De concreto, falou do regresso do ciclismo ao clube, da suspensão do decreto-lei sobre os direitos televisivos e da diminuição dos quadros competitivos na Liga. Muito pouco, não é? É. Mas, verdade seja dita, ninguém chega tão certeiro ao coração dos adeptos.
Momento para a história:
Aquela camisola do ciclismo foi inesperada, sem dúvida. Mas Manteigas fez mais do que isso: disse que tinha um parceiro para devolver o Benfica à estrada em 2026 e deixou o acordo disponível para qualquer outro candidato que vença as eleições.
Momento negativo:
Na ânsia de criticar, João Diogo Manteigas disse até que não valia a pena ser o número um na formação se depois não se coloca os jogadores a jogar. O que abriu espaço a Rui Costa para sublinhar o óbvio: «Não se pode dizer a um pai que o filho vai ser titular. Não queiram ser treinadores do Benfica.»

____________________
Cristóvão Carvalho
Nota: 8
Desta vez falou menos em Jurgen Klopp, até porque diz que o Benfica já tem uma espécie de Klopp: José Mourinho, que ganha mais ou menos o mesmo, mas ganhou mais títulos na carreira. O que nos deixou sem perceber se Klopp continua a ser a prioridade ou não.
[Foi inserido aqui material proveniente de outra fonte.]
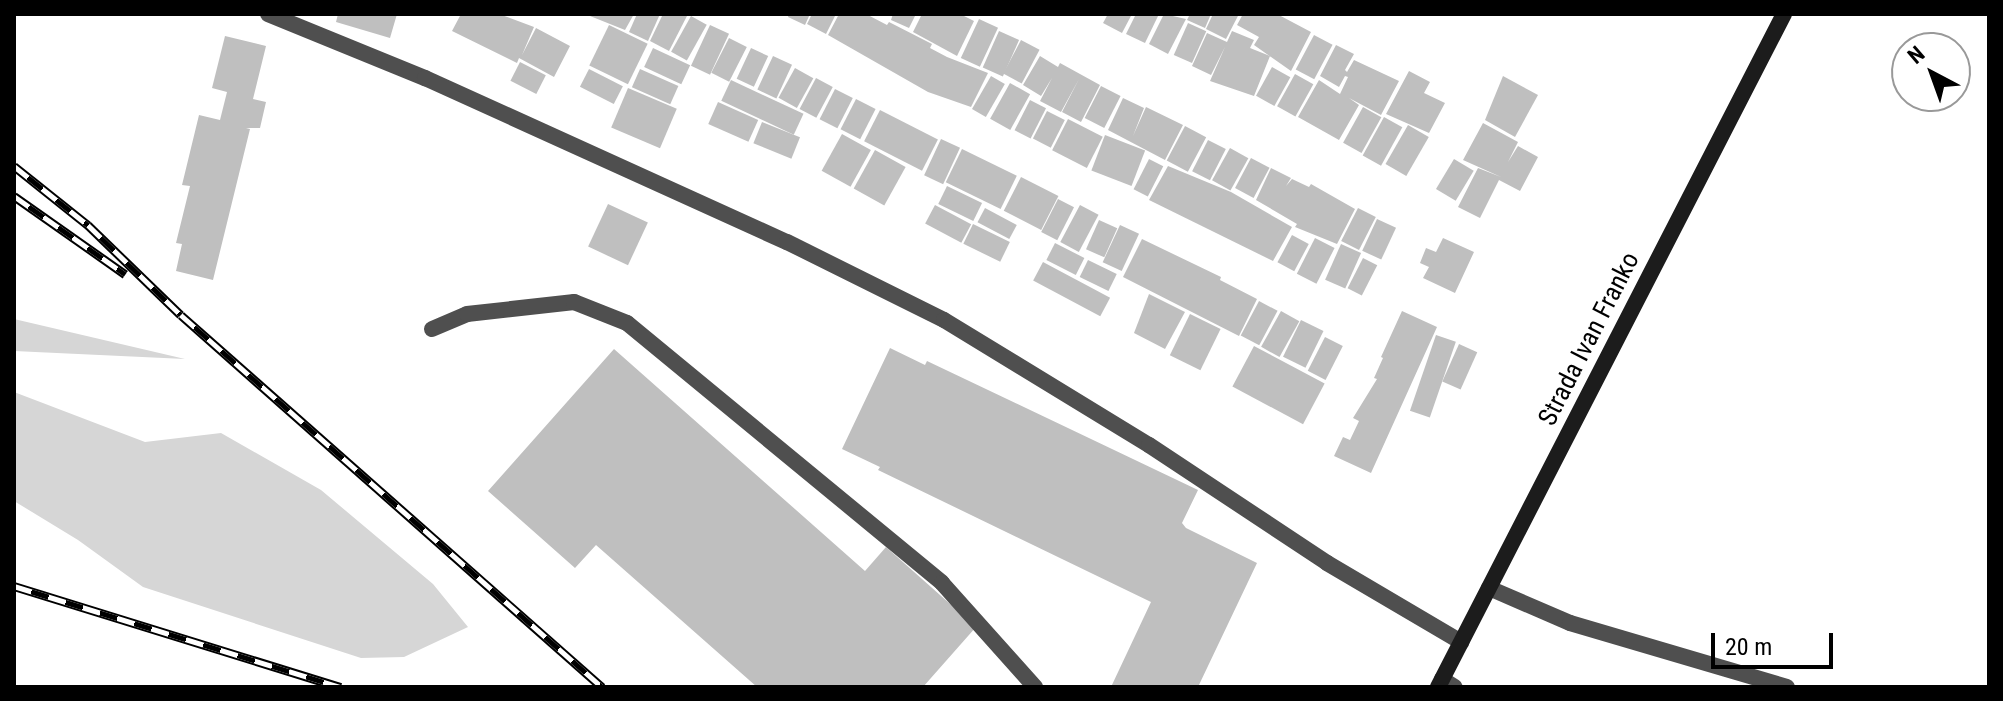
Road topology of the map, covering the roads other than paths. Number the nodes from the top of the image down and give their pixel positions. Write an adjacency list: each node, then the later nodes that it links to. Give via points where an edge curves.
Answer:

De resto, falou de um projeto a 12 anos, prometeu um Benfica vencedor, com ambição de voltar a ser campeão europeu. Garantiu que o clube devia comercializar os direitos de tv sozinho, sem entrar na centralização, e disse que não devia meter-se na arbitragem. No que foi muito diferente de João Diogo Manteigas, por exemplo.
Apesar das boas intenções, foi quase uma nota de rodapé num guião de novela, mesmo quando criticou (e fê-lo muitas vezes) os adversários. Noronha Lopes, por exemplo, respondeu à acusação de que vai cortar nas modalidades com um sintomático «nem percebi nada do que disse». Mas todos percebemos. Só não lhe apeteceu responder-lhe.
Momento para a história:
«Falo agora para os dois sócios que estão no Alasca. Vou conseguir que vocês votem», disse no final do debate, por volta da uma da manhã, numa mensagem que foi seguramente ouvida. Até porque o Alasca beneficia da diferença horária.
Momento negativo:
«Não vale a pena estar à espera da Liga ou da FPF. Não temos obrigação de resolver os problemas do futebol português», disse sobre a centralização dos direitos de tv, mostrando que não é muito diferente dos outros.